═══ Data for the task ═══
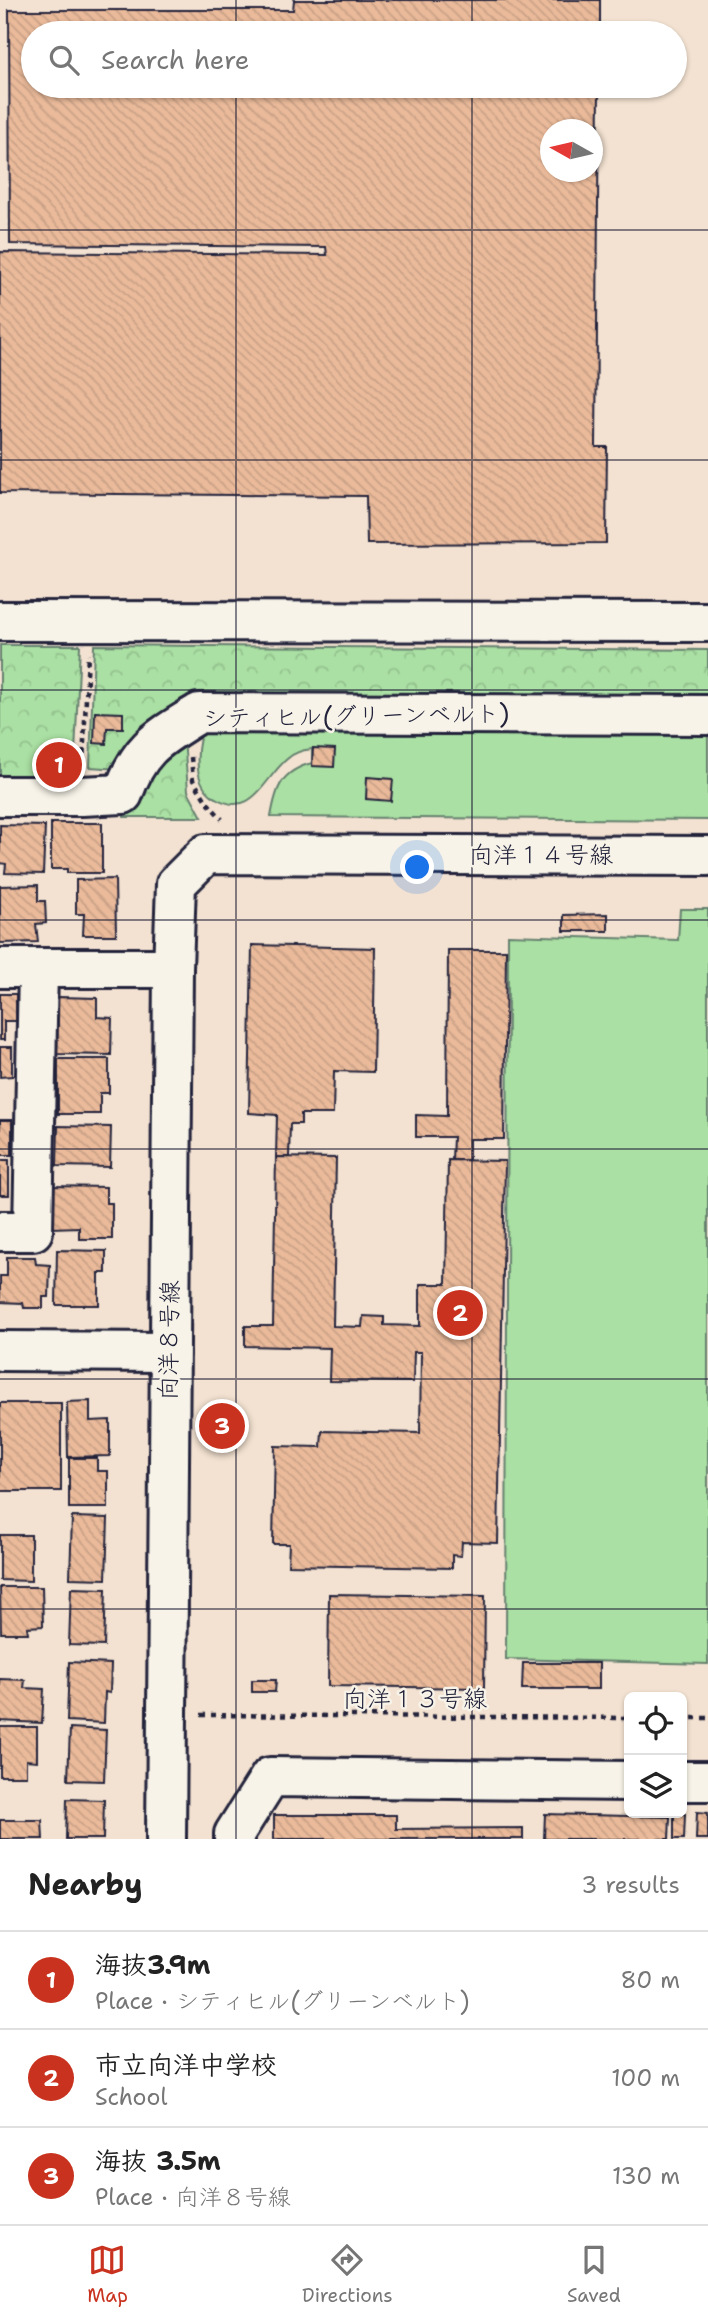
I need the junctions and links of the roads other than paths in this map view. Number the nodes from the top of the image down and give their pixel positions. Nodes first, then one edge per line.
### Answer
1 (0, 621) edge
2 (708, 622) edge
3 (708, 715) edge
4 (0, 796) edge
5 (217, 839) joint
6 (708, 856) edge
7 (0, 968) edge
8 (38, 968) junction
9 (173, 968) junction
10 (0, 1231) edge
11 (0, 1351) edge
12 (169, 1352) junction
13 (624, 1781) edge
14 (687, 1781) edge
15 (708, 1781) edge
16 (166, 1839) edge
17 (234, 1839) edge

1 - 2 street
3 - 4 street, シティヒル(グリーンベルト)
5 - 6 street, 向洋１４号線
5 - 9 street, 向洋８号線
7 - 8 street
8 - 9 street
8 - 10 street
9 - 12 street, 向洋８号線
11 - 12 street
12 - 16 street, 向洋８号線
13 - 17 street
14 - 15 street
═══
→ **Task requirements**
Omitting all pictures, reproduce the records above in their entirety.

→ **Reply**
I need the junctions and links of the roads other than paths in this map view. Number the nodes from the top of the image down and give their pixel positions. Nodes first, then one edge per line.
### Answer
1 (0, 621) edge
2 (708, 622) edge
3 (708, 715) edge
4 (0, 796) edge
5 (217, 839) joint
6 (708, 856) edge
7 (0, 968) edge
8 (38, 968) junction
9 (173, 968) junction
10 (0, 1231) edge
11 (0, 1351) edge
12 (169, 1352) junction
13 (624, 1781) edge
14 (687, 1781) edge
15 (708, 1781) edge
16 (166, 1839) edge
17 (234, 1839) edge

1 - 2 street
3 - 4 street, シティヒル(グリーンベルト)
5 - 6 street, 向洋１４号線
5 - 9 street, 向洋８号線
7 - 8 street
8 - 9 street
8 - 10 street
9 - 12 street, 向洋８号線
11 - 12 street
12 - 16 street, 向洋８号線
13 - 17 street
14 - 15 street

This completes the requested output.